2. Edible Forest Gardens, Volumes I and II by Dave Jacke and Eric Toensmeier (2005, Chelsea Green)

3. Food Not Lawns by Heather Coburn Flores (2006, Chelsea Green)

4. Landscaping with Fruit by Lee Reich (2009, Storey Publishing)

5. Sustainable Landscaping for Dummies by Owen Dell (2009, For Dummies Press)

Ethan Rolands’s Top 5 Regional Permaculture Nurseries

1. Catskill Native Nursery, Kerhonkson
2. MiCosta Nurseries, Columbia County
3. St. Lawrence Nurseries, Potsdam
4. Tripplebrook Farm, Southampton, Massachusetts
5. Oikos Tree Crops, Michigan

The Power of Enterprise Budgets: Permaculture, Holistic Management, and Financial Planning

Permaculture designers: It’s time to get serious about profitability.
Farmers & Greenhorns: You already know what I’m talking about.

I’ve been working on an integrated ecological farm design for the Ashokan Center in the Hudson River Valley bioregion. The design calls for a mega-diversity of organic enterprises: Multi-species rotational grazing, hardy kiwi vineyards, mixed-fruit orchards, agroforestry & silvopasture, no-till & greenhouse vegetables, gourmet & medicinal mushrooms, and more. There are 200+ edible & useful species spread across 13 acres of farm and 200+ acres of forest.

Ashokan Center Farm

But to start an ecological farm (in the USA at this point in time) takes money. In order to justify the up-front capital expense that my clients will have to invest to get this farm going, I need to be able to show them that this mega-diverse permaculture system can be profitable.
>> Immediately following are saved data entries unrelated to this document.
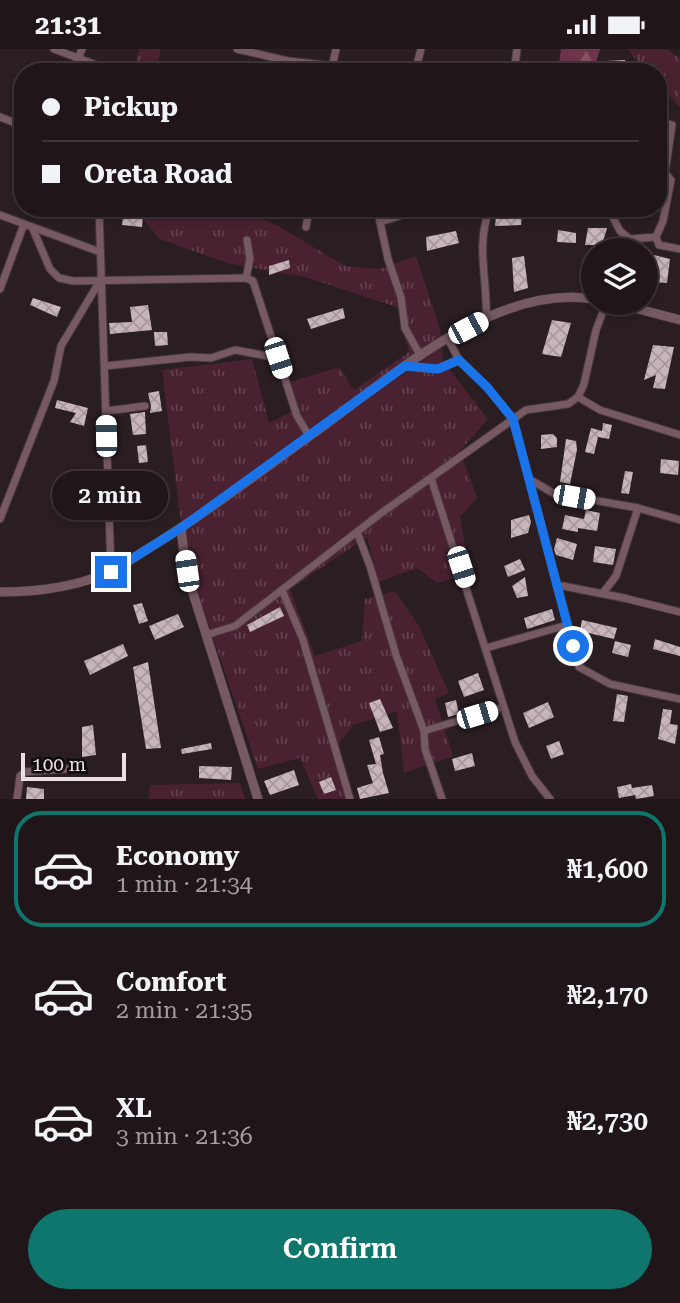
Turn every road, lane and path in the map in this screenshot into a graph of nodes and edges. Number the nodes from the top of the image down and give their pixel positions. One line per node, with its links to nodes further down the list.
1 (54, 49): 4 (street)
2 (82, 49): 4 (street)
3 (237, 49): 6 (street)
4 (78, 59): 5 (street)
5 (89, 63)
6 (299, 63)
7 (667, 123): 8 (street)
8 (667, 159)
9 (667, 175): 11 (street)
10 (680, 176): 11 (street)
11 (671, 180): 12 (street)
12 (667, 200)
13 (0, 215): 22 (street)
14 (99, 217): 30 (street)
15 (308, 217): 24 (street)
16 (379, 217): 21 (street)
17 (400, 217): 21 (street)
18 (487, 217): 37 (street)
19 (613, 217): 26 (street)
20 (664, 217): 25 (street)
21 (380, 222): 40 (street)
22 (24, 224): 23 (street); 33 (street)
23 (32, 227): 30 (street); 32 (street)
24 (306, 227)
25 (656, 237): 27 (street); 29 (street)
26 (629, 238)
27 (643, 238)
28 (247, 240): 31 (street)
29 (680, 250)
30 (100, 252): 32 (street)
31 (246, 278): 32 (street); 41 (street)
32 (101, 279): 43 (street); 54 (street)
33 (0, 289)
34 (581, 298): 37 (street)
35 (658, 312): 38 (street)
36 (602, 315): 45 (street)
37 (486, 319): 39 (street)
38 (680, 320)
39 (448, 339): 40 (street); 42 (street)
40 (420, 355): 44 (street)
41 (278, 358): 43 (street); 50 (street)
42 (459, 360): 44 (street); 48 (street)
43 (105, 366): 47 (street)
44 (405, 366): 50 (street)
45 (578, 397): 48 (street); 49 (street)
46 (145, 406): 47 (street)
47 (106, 411): 58 (street)
48 (513, 419): 51 (street); 52 (street)
49 (680, 435)
50 (309, 436): 56 (street)
51 (431, 478): 57 (street); 66 (street)
52 (528, 478): 53 (street); 64 (street)
53 (638, 508): 55 (street); 62 (street)
54 (0, 519)
55 (680, 520)
56 (181, 528): 58 (street); 65 (street)
57 (357, 532): 60 (street); 69 (street)
58 (111, 572): 61 (street)
59 (563, 586): 62 (street)
60 (282, 590): 65 (street); 73 (street)
61 (0, 592)
62 (603, 593): 63 (street)
63 (680, 612)
64 (567, 625): 66 (street); 67 (street)
65 (206, 635): 72 (street)
66 (486, 648): 68 (street)
67 (680, 699)
68 (503, 707): 69 (street); 75 (street)
69 (424, 731): 74 (street)
70 (81, 768): 71 (street)
71 (17, 799)
72 (258, 799)
73 (350, 799)
74 (442, 799)
75 (551, 799)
How can I do it? How can I predict the potential expenses, and calculate the possible profits? What can I show my clients to convince them that all of these great permaculture ideas make good economic sense?
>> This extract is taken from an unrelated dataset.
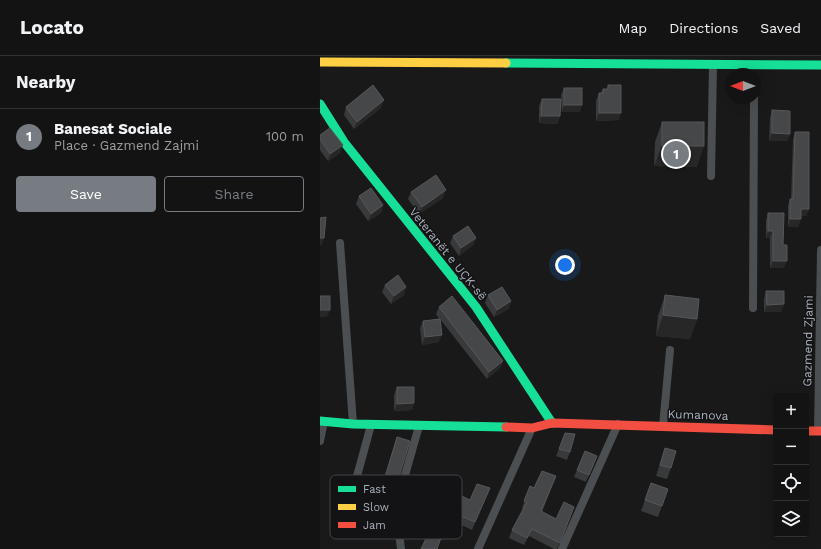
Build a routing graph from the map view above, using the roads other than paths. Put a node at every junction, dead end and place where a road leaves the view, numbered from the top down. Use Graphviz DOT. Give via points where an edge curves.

By using Enterprise Budgets.

Enterprise budgets are summaries of actual data on the costs and yields of growing a particular crop — from asparagus to tilapia to black currants to walnuts to cattle to shitake mushrooms. The basic pattern is as follows:

INCOME – EXPENSES = NET INCOME

  • INCOME (aka revenue, receipts, gross revenue, gross income – sometimes shown with a break-even chart)
  • EXPENSES (aka costs – often divided into variable costs & fixed costs)
  • NET INCOME (aka margin, gross margin, annual returns over costs)
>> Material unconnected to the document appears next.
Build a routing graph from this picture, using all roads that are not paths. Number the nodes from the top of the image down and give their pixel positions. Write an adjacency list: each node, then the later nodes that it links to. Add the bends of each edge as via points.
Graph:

Pretty straightforward, right?

For example, download a simple Bell Pepper Enterprise Budget from Penn State here and take a look.

Bell Pepper Production

As you move into perennial crops (like this pear example), the enterprise budgets get a bit more complex. AND, there are currently very few enterprise budgets that focus on small-scale, organic and post-organic permaculture enterprises. So we’ll need to develop based on the small-scale enterprises we initiate — this means learning the basics of good bookkeeping and accounting, and keeping good records on our expenses and yields. Some of the best current documentation on this scale comes from Joe Kovach at Ohio State University – take a look at his work here.

Kovach_Polyculture

In Kirk Gadzia’s Holistic Management module during the Carbon Farming Course, our financial planning exercise (which you can read about over at the Carbon Farming Course blog here) focused on choosing agricultural enterprises to re-invigorate an ailing farm. To bring the whole-systems thinking of permaculture into play, I needed to propose viable multi-functional alternatives to the simple and unprofitable hay production. Fortunately, I’ve been collecting every single enterprise budget available on the web for the last year — so I had many options, from seaberry & hazelnut orchards to perch & bullhead catfish aquaculture. (The systematic collation and organization of all these budgets creates the backbone of the economic design tool for ecological agriculture enterprises I blogged about here.)

In order to support the ongoing development of ecological agriculture, I’m making available to you all the all the enterprise budgets I have collected in the last 2 years – more than 1090 of them. I ask only that you keep seeking and creating out new budgets to add to the collection – especially ones that use real data from small-scale organic and permaculture operations. Download ’em here – careful, this is a 130mb file.

Any questions?

Permies, are you ready to get realistic about profitability? Let’s get this sort of economic sensibility into our designs.

Farmers & Greenhorns, how can I make this information more available and useful to you?